- **Stored data entries**:
--------

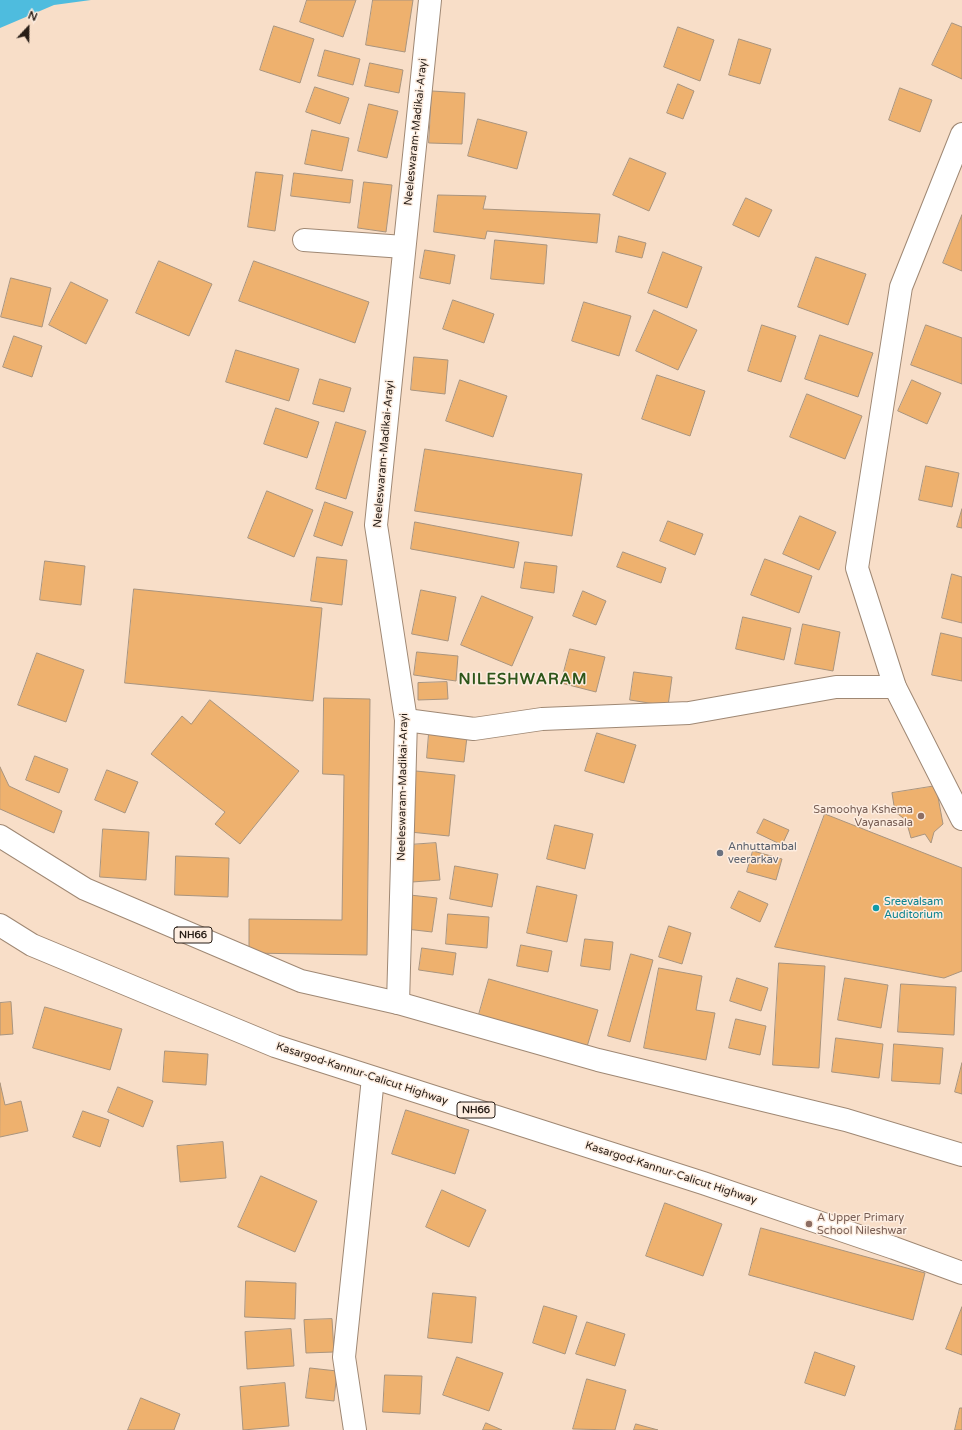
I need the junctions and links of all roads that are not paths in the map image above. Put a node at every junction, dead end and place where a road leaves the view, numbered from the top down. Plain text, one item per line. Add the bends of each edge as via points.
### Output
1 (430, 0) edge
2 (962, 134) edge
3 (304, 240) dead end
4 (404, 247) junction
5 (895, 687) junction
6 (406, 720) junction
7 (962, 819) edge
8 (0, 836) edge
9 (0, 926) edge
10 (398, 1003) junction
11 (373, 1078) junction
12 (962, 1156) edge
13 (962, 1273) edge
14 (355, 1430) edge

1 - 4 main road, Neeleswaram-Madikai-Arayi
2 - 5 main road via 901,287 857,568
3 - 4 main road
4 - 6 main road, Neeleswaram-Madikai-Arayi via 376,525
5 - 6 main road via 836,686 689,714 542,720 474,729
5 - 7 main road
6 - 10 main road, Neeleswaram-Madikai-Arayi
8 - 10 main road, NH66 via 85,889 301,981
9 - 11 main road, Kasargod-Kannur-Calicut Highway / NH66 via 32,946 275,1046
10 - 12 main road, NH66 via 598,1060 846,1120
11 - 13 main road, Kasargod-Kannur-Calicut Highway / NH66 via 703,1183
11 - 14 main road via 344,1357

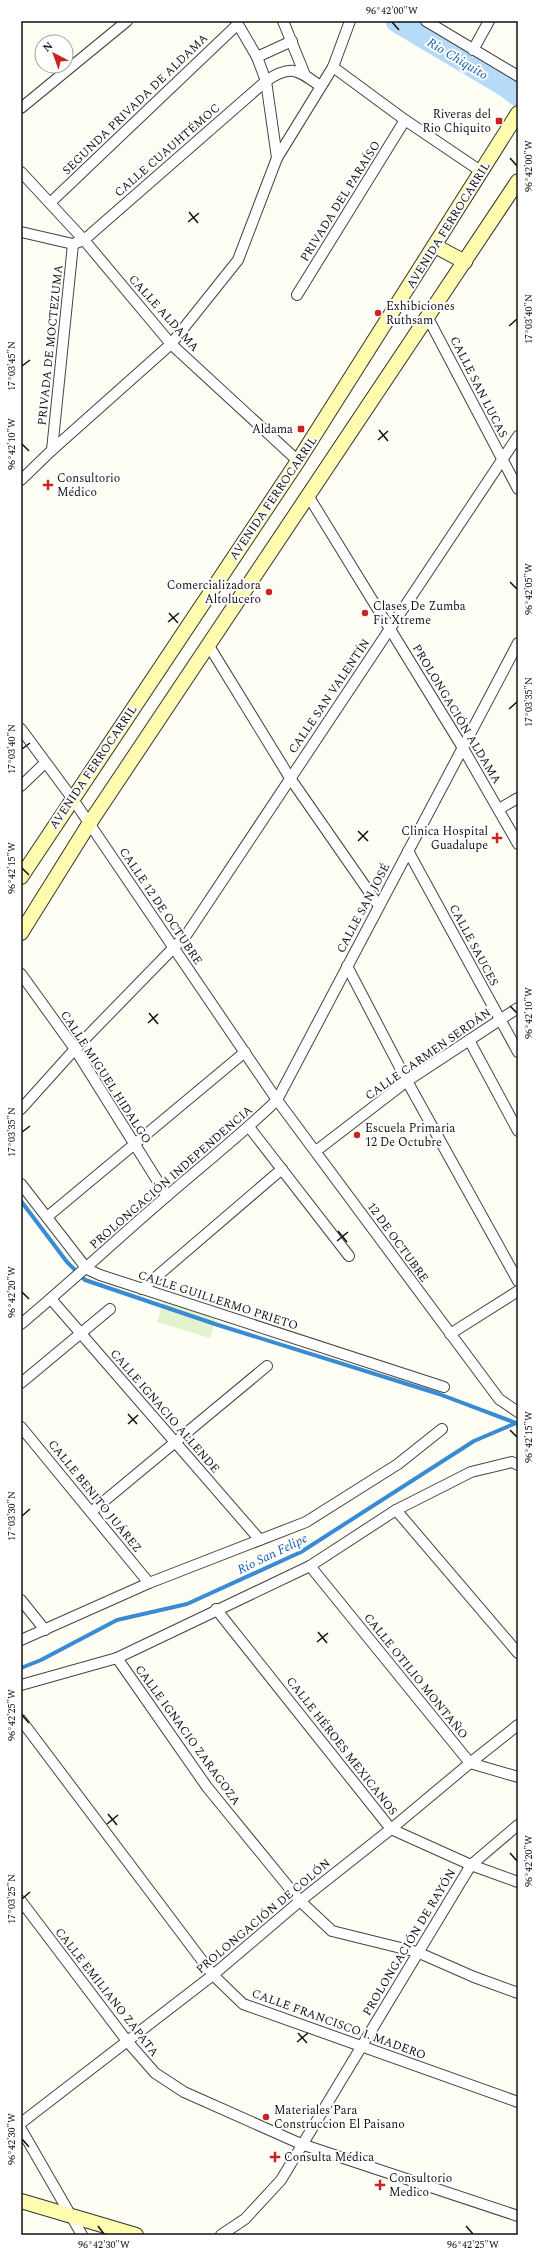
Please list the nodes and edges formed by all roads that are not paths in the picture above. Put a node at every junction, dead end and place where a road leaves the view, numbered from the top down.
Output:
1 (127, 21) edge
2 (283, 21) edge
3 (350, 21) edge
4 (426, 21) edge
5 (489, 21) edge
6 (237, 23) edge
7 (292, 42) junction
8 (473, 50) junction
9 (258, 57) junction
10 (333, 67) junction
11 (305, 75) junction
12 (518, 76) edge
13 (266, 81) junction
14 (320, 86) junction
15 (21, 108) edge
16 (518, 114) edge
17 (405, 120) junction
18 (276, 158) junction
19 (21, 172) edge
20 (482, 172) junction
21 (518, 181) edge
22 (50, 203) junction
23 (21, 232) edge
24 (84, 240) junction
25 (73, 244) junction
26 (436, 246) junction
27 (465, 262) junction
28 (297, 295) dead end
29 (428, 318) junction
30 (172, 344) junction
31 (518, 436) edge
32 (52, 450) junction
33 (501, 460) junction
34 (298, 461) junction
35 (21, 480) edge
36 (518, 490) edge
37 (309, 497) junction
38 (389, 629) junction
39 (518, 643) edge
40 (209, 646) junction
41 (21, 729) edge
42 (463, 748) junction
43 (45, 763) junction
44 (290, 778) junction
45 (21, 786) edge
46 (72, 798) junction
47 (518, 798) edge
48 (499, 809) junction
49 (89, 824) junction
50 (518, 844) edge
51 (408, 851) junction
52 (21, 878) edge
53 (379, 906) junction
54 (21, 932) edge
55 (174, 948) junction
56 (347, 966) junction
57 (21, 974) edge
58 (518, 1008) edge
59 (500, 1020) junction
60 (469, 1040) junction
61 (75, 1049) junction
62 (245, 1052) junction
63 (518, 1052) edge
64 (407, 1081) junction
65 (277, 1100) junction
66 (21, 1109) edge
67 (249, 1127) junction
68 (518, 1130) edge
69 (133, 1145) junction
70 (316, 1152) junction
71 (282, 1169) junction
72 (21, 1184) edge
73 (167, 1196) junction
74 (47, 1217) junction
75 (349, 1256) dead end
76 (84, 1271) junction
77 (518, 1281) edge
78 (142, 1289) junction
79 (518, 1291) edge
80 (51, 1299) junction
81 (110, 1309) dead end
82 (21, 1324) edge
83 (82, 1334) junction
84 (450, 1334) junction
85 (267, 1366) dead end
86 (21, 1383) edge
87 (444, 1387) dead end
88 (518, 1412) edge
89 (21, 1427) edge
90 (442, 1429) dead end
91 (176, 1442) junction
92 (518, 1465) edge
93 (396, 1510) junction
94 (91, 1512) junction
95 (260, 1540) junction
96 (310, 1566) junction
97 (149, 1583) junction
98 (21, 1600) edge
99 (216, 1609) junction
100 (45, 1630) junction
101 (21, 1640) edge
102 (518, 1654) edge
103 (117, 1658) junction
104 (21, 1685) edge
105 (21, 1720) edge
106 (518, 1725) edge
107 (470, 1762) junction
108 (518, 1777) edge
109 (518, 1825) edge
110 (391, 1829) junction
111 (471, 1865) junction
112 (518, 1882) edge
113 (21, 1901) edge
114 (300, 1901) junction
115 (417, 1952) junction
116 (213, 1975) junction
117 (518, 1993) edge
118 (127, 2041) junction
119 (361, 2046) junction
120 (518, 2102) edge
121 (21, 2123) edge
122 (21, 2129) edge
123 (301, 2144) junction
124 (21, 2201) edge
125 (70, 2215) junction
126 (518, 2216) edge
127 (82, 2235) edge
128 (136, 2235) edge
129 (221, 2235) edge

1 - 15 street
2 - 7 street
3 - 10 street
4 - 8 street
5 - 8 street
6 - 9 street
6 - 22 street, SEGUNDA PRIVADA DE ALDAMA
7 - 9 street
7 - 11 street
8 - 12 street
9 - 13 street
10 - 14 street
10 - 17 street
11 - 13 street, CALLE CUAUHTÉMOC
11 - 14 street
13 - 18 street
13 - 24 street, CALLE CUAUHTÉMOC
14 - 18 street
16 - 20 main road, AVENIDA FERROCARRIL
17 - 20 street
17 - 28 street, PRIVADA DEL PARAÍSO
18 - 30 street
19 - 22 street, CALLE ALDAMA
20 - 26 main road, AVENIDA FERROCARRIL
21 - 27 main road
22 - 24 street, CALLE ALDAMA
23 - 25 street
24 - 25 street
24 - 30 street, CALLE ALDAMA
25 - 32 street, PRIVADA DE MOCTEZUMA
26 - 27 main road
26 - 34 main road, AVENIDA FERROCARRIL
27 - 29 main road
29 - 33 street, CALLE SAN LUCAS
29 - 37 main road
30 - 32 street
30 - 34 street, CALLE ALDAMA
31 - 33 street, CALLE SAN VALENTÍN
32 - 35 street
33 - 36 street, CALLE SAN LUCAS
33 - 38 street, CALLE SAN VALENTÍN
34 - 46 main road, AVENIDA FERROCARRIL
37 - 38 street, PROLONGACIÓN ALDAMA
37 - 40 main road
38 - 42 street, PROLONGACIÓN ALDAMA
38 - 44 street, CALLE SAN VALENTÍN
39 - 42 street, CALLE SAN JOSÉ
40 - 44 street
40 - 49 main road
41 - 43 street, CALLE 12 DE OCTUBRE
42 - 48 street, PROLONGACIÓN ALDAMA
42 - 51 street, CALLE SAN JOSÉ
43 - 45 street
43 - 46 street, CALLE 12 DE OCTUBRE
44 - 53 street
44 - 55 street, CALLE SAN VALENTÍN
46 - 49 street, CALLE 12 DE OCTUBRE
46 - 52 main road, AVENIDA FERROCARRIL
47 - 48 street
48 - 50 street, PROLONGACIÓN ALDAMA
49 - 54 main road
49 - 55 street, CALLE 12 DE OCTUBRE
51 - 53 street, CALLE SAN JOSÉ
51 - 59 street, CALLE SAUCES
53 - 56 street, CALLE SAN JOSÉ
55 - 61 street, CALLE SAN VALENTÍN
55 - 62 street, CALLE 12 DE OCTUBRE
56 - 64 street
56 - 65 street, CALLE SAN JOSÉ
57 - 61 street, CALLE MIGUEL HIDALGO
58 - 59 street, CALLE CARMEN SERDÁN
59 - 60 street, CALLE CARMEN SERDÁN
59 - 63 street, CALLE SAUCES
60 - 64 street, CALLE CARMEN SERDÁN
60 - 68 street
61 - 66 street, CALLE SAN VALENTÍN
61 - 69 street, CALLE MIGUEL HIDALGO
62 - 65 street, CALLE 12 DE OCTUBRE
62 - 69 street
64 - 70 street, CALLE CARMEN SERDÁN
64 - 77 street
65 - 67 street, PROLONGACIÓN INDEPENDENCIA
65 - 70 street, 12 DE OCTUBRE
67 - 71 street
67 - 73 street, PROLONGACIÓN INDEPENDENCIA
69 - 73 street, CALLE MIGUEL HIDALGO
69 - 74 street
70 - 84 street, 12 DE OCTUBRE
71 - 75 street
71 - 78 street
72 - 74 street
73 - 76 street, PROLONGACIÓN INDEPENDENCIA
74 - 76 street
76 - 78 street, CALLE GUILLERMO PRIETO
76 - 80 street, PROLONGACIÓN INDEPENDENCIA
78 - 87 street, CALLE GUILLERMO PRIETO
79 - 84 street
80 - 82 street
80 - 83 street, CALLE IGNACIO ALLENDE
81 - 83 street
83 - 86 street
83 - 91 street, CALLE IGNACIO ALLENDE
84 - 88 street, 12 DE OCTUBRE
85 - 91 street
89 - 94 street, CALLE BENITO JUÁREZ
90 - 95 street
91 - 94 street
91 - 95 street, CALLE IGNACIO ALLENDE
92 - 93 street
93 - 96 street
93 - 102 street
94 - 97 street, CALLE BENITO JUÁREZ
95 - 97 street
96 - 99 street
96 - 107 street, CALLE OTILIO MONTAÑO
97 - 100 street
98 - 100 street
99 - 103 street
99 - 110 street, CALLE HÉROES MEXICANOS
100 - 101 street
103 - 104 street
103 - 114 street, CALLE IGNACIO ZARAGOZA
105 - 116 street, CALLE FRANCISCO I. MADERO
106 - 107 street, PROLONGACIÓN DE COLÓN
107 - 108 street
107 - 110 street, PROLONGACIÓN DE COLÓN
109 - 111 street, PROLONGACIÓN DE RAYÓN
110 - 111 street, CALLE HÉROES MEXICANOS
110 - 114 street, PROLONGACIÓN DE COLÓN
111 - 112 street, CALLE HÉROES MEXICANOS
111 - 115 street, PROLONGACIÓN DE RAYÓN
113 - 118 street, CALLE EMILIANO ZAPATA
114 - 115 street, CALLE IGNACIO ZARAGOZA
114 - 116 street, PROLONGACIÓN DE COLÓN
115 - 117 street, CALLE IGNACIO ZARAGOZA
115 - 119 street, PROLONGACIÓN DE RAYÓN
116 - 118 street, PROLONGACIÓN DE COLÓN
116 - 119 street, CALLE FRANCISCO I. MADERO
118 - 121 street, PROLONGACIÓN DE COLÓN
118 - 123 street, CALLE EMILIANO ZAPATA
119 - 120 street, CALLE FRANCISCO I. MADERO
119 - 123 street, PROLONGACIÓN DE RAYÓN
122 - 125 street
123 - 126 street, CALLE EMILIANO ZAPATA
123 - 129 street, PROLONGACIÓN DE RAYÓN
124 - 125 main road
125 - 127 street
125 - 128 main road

--------

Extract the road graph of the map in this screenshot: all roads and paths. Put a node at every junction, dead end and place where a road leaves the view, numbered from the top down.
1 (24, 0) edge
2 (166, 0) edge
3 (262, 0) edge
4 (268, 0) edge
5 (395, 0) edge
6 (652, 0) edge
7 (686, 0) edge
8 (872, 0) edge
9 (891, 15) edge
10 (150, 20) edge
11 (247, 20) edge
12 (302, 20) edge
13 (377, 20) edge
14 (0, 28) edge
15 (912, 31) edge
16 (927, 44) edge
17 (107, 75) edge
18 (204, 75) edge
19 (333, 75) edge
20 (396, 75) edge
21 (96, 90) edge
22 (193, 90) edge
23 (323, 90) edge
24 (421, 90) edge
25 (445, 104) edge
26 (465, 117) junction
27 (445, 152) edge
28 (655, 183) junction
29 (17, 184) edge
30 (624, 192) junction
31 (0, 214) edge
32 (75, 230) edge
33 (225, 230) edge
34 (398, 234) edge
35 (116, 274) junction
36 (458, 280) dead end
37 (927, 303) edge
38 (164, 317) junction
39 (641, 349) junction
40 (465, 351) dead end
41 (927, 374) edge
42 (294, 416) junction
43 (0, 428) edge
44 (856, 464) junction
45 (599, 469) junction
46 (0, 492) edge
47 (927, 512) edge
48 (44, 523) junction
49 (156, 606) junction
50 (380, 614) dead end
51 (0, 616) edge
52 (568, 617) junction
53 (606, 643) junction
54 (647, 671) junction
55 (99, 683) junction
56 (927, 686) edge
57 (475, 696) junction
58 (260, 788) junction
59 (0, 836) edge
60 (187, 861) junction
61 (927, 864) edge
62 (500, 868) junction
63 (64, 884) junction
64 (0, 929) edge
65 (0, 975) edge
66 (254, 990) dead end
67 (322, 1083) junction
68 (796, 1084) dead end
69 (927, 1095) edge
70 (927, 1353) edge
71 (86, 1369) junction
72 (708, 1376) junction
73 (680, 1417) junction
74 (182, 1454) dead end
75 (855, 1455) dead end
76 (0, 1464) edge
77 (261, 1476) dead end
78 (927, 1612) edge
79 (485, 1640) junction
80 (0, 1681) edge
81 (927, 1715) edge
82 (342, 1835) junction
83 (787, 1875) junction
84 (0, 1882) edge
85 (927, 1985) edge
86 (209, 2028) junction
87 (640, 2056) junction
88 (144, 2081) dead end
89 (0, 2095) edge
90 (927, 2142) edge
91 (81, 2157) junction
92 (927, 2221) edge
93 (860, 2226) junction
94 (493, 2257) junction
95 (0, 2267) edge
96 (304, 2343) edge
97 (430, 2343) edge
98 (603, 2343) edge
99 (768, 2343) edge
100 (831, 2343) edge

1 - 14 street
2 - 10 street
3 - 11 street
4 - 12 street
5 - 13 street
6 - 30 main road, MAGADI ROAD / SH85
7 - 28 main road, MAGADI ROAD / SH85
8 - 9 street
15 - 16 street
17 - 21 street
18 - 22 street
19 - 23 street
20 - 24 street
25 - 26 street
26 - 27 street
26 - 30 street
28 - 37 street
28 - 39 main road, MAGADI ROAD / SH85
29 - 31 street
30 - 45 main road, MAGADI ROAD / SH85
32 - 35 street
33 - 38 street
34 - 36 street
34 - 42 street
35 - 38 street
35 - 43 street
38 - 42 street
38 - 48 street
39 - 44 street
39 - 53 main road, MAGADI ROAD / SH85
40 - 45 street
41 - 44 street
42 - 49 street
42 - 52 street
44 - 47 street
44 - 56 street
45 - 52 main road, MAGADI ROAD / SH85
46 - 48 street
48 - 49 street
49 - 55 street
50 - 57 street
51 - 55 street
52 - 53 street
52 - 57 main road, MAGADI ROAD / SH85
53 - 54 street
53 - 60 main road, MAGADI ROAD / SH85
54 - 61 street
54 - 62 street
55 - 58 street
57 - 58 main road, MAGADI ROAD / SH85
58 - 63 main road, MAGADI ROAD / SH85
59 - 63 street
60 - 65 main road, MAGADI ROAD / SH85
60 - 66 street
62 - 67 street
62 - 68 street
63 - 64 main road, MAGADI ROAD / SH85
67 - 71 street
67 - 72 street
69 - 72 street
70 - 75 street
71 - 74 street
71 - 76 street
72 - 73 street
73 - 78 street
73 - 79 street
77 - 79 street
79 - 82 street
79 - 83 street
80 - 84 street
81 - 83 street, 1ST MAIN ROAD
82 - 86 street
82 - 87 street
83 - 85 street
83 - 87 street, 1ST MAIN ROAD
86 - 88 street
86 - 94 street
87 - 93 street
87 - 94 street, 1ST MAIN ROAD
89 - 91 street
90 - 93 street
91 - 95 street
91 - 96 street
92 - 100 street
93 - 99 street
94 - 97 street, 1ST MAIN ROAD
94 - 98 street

--------

- **Work to complete**: If the string "ALLENDE" appears in a line of the entries, report the line.

- **Result**:
80 - 83 street, CALLE IGNACIO ALLENDE
83 - 91 street, CALLE IGNACIO ALLENDE
91 - 95 street, CALLE IGNACIO ALLENDE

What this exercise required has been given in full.